Uno degli aspetti positivi del 4-3-1-2 è, invece, la disposizione del centrocampo che presuppone un regista, due mezz’ali e un trequartista.

“Regista e trequartista sono i due elementi imprescindibili dello scacchiere. Giampaolo utilizza il regista per costruire il gioco. Serve per il palleggio. È l’uomo che si smarca per proporre qualità alla manovra. Il trequartista, invece, è il valore aggiunto della fase offensiva. Giampaolo predilige trequartisti dalla gamba lunga e forti fisicamente, perché vengono sfruttati soprattutto per gli inserimenti centrali. Il trequartista di Giampaolo è colui che crea imprevedibilità. Il suo posizionamento permette alle punte o di stare strette o di allargarsi”.

Giampaolo si caratterizza anche per una linea difensiva alta e per un’aggressione immediata sul portatore di palla.

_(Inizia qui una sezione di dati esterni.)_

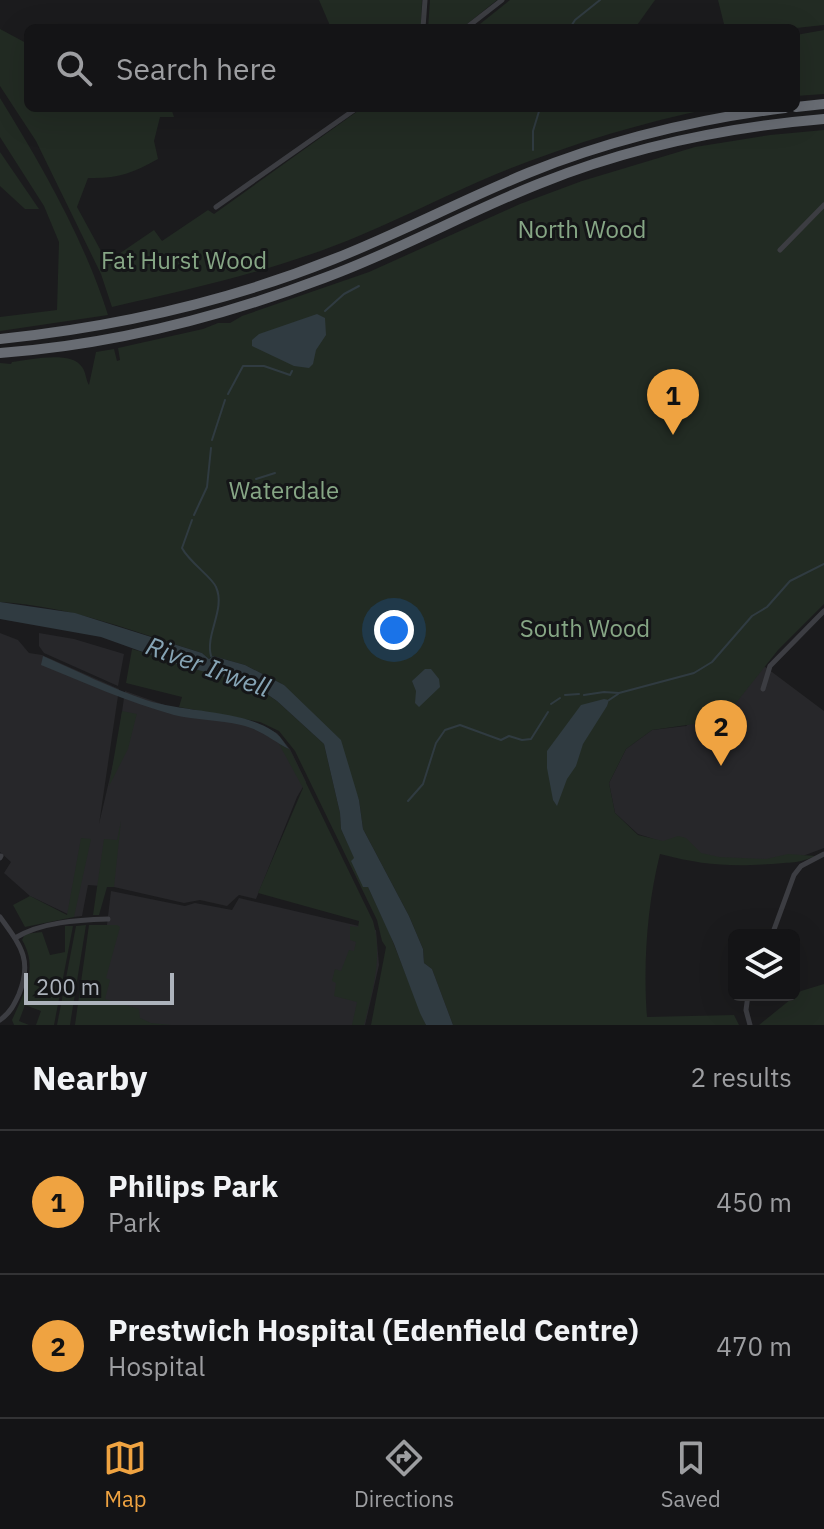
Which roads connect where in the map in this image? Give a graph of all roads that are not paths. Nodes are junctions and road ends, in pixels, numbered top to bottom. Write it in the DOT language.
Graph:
graph roads {
  1 [pos="425,0"];
  2 [pos="502,0"];
  3 [pos="423,24"];
  4 [pos="471,24"];
  5 [pos="824,104"];
  6 [pos="800,107"];
  7 [pos="351,112"];
  8 [pos="762,112"];
  9 [pos="824,119"];
  10 [pos="824,205"];
  11 [pos="216,207"];
  12 [pos="780,250"];
  13 [pos="0,339"];
  14 [pos="0,353"];
  15 [pos="824,611"];
  16 [pos="763,689"];
  17 [pos="824,854"];
  18 [pos="0,917"];
  19 [pos="108,919"];
  20 [pos="774,929"];
  21 [pos="15,938"];
  22 [pos="748,1001"];
  23 [pos="2,1019"];
  24 [pos="749,1023"];
  1 -- 3 [label="street"];
  2 -- 4 [label="street"];
  5 -- 6 [label="highway"];
  7 -- 11 [label="street"];
  8 -- 13 [label="highway"];
  9 -- 14 [label="highway"];
  10 -- 12 [label="street"];
  15 -- 16 [label="street"];
  17 -- 20 [label="street"];
  18 -- 21 [label="street"];
  19 -- 21 [label="street"];
  21 -- 23 [label="street"];
  22 -- 24 [label="street"];
}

“È stato un precursore in tal senso. L’aggressione alta è possibile soltanto se c’è una grande densità di giocatori in zona palla. Proprio per questo Giampaolo predilige il palleggio, perché fa abbassare l’avversario e può far avanzare i suoi giocatori creando di conseguenza densità. Avere più uomini nella metà campo avversaria permette di avere più possibilità in fase di palleggio e poi favorisce un recupero rapido del pallone. In fase di non possesso, infatti, vengono chiuse le linee di passaggio agli avversari e spesso il portatore deve ricorrere al lancio lungo, favorendo la difesa. La pressione offensiva permette alla linea difensiva di restare alta. Se gli avanti sono timidi, la difesa scappa perché la palla è scoperta, le traiettorie sono libere e l’avversario può rilanciare con tranquillità. Con Giampaolo, invece, gli avanti devono essere immediatamente predisposti al pressing, rendendo le giocate avversarie sempre complicate e forzate. Se il meccanismo funziona, anche la difesa può rimanere alta”.

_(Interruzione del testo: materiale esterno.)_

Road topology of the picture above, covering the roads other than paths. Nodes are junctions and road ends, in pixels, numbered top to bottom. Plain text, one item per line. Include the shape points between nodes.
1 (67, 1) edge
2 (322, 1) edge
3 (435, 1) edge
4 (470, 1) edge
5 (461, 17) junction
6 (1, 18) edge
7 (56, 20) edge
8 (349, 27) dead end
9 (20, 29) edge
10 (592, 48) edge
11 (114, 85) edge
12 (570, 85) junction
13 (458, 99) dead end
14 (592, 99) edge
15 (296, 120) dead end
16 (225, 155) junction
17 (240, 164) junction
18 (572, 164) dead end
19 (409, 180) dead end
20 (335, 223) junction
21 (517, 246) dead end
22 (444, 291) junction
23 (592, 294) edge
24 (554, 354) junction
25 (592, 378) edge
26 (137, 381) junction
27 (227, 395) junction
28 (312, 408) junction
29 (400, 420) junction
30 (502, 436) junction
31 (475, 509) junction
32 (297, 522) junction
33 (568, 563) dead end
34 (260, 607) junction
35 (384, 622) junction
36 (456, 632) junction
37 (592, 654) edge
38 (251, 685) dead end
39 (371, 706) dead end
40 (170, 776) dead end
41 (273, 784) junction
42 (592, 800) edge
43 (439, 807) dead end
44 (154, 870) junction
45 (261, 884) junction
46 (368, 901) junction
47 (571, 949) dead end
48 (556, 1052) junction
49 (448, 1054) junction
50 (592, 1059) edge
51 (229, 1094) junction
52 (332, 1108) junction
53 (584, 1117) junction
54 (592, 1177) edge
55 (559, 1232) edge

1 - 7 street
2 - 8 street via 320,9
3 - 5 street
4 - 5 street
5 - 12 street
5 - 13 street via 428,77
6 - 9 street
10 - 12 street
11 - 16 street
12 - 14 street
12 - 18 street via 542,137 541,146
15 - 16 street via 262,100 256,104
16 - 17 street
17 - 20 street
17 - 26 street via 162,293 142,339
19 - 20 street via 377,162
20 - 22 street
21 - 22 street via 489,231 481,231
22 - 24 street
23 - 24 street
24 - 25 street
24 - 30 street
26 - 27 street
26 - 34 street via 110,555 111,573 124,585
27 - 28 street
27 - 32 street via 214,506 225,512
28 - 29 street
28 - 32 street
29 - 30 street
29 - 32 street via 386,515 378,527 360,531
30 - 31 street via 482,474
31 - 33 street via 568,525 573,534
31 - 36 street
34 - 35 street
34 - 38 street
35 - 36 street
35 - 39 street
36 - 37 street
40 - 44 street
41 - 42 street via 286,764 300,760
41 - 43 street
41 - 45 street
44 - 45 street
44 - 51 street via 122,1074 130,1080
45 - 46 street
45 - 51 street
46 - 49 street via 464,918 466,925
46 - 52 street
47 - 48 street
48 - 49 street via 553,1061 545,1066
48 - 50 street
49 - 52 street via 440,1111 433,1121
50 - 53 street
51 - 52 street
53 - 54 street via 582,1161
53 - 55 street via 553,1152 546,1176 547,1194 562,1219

In tanti dopo questa considerazione si interrogano su una cosa: quanto è dispendioso questo tipo di gioco? Richiede una preparazione fisica notevolmente differente rispetto ad un approccio più attendista?

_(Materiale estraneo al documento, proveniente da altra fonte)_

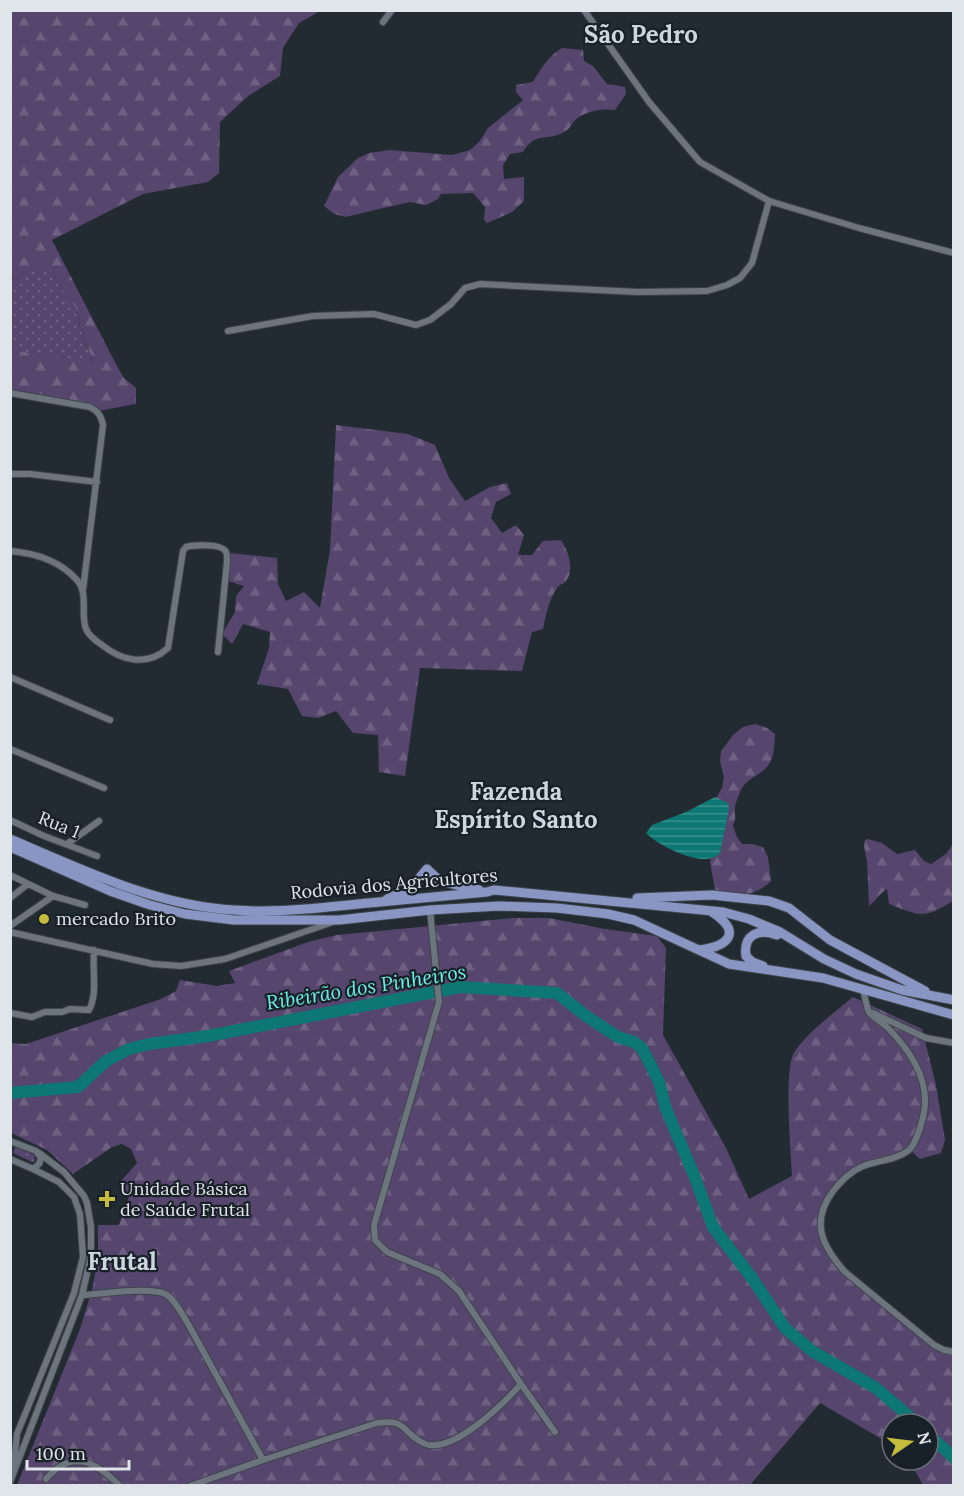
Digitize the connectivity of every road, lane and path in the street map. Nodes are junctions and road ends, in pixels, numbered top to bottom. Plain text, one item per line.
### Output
1 (392, 10) edge
2 (584, 10) edge
3 (383, 22) dead end
4 (769, 201) junction
5 (954, 253) edge
6 (228, 331) dead end
7 (10, 393) edge
8 (10, 474) edge
9 (97, 482) junction
10 (10, 550) edge
11 (83, 590) junction
12 (218, 652) dead end
13 (10, 677) edge
14 (110, 720) dead end
15 (10, 749) edge
16 (104, 788) dead end
17 (10, 820) edge
18 (99, 822) dead end
19 (10, 839) edge
20 (67, 844) junction
21 (10, 847) edge
22 (97, 856) dead end
23 (10, 875) edge
24 (28, 884) junction
25 (487, 892) junction
26 (53, 896) junction
27 (10, 898) edge
28 (598, 900) junction
29 (381, 902) junction
30 (85, 905) dead end
31 (430, 910) junction
32 (708, 910) junction
33 (21, 919) junction
34 (339, 920) junction
35 (10, 926) edge
36 (10, 932) edge
37 (22, 934) junction
38 (805, 945) junction
39 (94, 950) junction
40 (699, 950) junction
41 (780, 973) junction
42 (863, 990) junction
43 (939, 996) junction
44 (954, 1000) edge
45 (869, 1012) junction
46 (10, 1013) edge
47 (954, 1015) edge
48 (954, 1043) edge
49 (13, 1142) edge
50 (10, 1150) edge
51 (39, 1153) junction
52 (10, 1159) edge
53 (33, 1168) junction
54 (82, 1295) junction
55 (954, 1352) edge
56 (521, 1384) junction
57 (555, 1432) dead end
58 (263, 1460) junction
59 (12, 1479) edge
60 (46, 1479) dead end
61 (120, 1485) edge
62 (190, 1485) edge

1 - 3 street
2 - 4 street
4 - 5 street
4 - 6 street
7 - 9 street
8 - 9 street
9 - 11 street
10 - 11 street
11 - 12 street
13 - 14 street
15 - 16 street
17 - 20 street, Rua 1
18 - 20 street
19 - 29 main road, Rodovia dos Agricultores
20 - 22 street, Rua 1
21 - 34 main road, Rodovia dos Agricultores
23 - 24 street
24 - 26 street
24 - 27 street
25 - 28 main road, Rodovia dos Agricultores
25 - 29 main road, Rodovia dos Agricultores
25 - 29 main road
26 - 30 street
26 - 33 street
28 - 32 main road, Rodovia dos Agricultores
28 - 43 main road
31 - 34 main road, Rodovia dos Agricultores
31 - 40 main road, Rodovia dos Agricultores
31 - 56 street
32 - 38 main road, Rodovia dos Agricultores
32 - 40 main road
33 - 35 street
33 - 37 street
34 - 39 street
36 - 37 street
37 - 39 street
38 - 41 main road
38 - 43 main road, Rodovia dos Agricultores
39 - 46 street
40 - 41 main road, Rodovia dos Agricultores
41 - 42 main road, Rodovia dos Agricultores
42 - 45 street
42 - 47 main road, Rodovia dos Agricultores
43 - 44 main road, Rodovia dos Agricultores
45 - 48 street
45 - 55 street
49 - 50 street
49 - 51 street
51 - 53 street
51 - 54 street
52 - 53 street
53 - 59 street
54 - 58 street
54 - 59 street
56 - 57 street
56 - 58 street
58 - 62 street
60 - 61 street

“Da misurazioni compiute con il Gps incentrate sull’aspetto tattico emerge che, se tutto funziona nel migliore dei modi, corri meno. Il meccanismo è semplice. Se perdi palla e pensi a difendere gli spazi dietro alla palla, lascerai liberi di fraseggiare i tuoi avversari e sarai costretto a rincorrere, e molto. A livello aerobico è uno sforzo più intenso rispetto a quello richiesto dall’aggressione alta. In quest’ultimo caso si punta a non correre all’indietro, bensì a pressare in avanti. Sono richiesti parecchi sprint e quindi bisogna possedere una brillantezza muscolare maggiore. Però, il calciatore, se tutto funziona, ve lo assicuro, si trova meglio in un’organizzazione come quella di Giampaolo perché a nessuno piace rincorrere”.